• PROVIDED RECORDS
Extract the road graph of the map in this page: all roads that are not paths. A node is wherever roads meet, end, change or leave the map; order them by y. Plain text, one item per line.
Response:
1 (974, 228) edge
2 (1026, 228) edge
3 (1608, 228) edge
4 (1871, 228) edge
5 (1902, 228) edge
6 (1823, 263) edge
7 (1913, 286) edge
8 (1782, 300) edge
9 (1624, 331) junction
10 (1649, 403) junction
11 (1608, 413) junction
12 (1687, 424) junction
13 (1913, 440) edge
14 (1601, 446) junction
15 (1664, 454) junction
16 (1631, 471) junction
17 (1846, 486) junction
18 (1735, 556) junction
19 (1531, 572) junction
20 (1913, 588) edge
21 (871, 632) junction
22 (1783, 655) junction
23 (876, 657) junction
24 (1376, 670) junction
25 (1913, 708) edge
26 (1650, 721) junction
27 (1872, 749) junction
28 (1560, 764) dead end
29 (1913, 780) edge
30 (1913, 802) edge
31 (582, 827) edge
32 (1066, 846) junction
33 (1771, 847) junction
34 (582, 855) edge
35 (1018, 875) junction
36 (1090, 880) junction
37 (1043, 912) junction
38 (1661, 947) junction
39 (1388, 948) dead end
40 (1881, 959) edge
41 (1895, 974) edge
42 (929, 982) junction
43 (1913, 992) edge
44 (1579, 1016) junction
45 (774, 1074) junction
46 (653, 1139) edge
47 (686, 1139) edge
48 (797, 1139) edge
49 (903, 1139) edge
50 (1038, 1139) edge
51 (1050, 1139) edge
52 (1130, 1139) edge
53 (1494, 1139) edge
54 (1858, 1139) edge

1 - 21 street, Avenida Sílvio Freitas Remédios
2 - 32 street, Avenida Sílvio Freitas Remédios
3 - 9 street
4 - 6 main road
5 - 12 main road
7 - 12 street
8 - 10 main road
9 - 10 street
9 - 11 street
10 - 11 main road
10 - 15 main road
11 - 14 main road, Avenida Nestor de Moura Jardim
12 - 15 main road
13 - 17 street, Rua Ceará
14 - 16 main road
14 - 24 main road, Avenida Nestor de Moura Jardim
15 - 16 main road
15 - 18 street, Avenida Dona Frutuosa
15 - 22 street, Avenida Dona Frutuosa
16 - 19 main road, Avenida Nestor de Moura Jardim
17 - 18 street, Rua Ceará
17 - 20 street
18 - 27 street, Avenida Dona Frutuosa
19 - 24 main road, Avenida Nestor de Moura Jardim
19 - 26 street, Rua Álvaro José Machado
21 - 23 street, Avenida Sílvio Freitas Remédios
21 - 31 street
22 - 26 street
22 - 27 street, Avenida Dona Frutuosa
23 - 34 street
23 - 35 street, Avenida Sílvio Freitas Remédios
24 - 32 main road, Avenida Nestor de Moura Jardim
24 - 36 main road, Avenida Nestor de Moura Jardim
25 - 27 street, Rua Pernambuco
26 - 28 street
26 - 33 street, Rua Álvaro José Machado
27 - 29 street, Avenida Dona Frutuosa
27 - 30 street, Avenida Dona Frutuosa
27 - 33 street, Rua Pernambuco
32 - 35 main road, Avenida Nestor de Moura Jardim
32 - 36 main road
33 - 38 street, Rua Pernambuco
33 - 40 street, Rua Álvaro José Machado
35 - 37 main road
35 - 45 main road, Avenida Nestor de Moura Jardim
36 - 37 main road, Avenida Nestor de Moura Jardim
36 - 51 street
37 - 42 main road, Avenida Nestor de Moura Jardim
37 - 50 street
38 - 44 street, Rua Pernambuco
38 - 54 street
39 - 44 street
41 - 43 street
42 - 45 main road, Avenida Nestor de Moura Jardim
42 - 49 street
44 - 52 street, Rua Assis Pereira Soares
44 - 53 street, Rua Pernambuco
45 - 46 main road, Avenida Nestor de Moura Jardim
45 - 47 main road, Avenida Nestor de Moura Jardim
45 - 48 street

• REQUIRED WORK
Once you have gone through the listing, state the number of lines holding the word "Ceará" and nothing else.

• RESPONSE BOX
2